Daddy responds by inviting his friend into the room, a sinister, heavily tattooed man in leather. This is Morris, and daddy says he’s an “artist.”
Elsa has come through one of her promises to Bette, she’s having a hairdresser dye Bette’s hair blonde and make her look like a movie star. Bette asks who she looks like and Dot says she looks like their mother because she wore the same lipstick.
Bette, however, was going for Eve Arden in Mildred Pierce.
Because Dot skipped the makeover, Bette suggests a new act called Metamorphosis, in which Dot plays the plain caterpillar and Bette plays beautiful butterfly. She tells Elsa she can play the fairy godmother and wave the wand, which doesn’t exactly thrill the diva.
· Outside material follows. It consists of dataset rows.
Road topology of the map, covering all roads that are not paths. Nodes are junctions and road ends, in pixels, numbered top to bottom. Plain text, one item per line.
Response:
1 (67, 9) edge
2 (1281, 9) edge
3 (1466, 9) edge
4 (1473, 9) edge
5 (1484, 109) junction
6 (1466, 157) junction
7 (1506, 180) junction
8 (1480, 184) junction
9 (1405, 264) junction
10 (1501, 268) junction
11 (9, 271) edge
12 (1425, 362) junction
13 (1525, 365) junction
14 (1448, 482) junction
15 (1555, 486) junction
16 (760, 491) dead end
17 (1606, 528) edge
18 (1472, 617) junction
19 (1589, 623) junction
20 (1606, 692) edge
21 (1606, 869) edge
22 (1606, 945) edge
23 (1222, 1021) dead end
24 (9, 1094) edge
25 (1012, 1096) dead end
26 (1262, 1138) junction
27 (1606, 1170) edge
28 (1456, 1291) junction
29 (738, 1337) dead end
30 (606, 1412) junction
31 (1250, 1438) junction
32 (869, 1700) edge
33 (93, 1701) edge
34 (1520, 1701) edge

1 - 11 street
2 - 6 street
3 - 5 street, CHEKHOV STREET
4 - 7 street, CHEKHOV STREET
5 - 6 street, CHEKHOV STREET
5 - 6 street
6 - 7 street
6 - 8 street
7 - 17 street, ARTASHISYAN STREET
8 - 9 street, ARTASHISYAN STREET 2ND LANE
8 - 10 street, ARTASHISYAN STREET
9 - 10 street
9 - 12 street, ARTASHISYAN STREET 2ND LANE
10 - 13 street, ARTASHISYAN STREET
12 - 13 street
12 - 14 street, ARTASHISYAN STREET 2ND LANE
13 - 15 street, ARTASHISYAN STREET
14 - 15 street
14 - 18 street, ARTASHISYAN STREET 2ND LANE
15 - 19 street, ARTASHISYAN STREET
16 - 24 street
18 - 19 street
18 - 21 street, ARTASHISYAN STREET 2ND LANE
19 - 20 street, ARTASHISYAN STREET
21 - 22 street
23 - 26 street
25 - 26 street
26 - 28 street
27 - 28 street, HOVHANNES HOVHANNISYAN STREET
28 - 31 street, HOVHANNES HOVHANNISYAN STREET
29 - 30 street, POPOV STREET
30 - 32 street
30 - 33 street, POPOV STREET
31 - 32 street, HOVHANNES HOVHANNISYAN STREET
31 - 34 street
As she leaves, Elsa slips Dot a note. Later, while Bette is sleeping, Dot reads it. Elsa says she she noticed Dot just wants money and asks her to tell her what her wish is and she’ll make it come true.
Using Pepper the Pinhead as a delivery girl, Dot relays a note to Elsa, telling her she wants the separation operation.
Morris has Penny unconscious on the couch and is doing something to her face. There’s bloody cloth and stuff around. He says he’s finished, so Daddy comes over.
“Penny, Penny open your eyes, Daddy’s got a big surprise,” Daddy sings to wake her up.
Daddy has had Morris transform Penny into a lizard woman. He’s tatooed her face to look like scales, shaved part of her head, even forked her tongue. She screams when they show her what they’ve done in a mirror.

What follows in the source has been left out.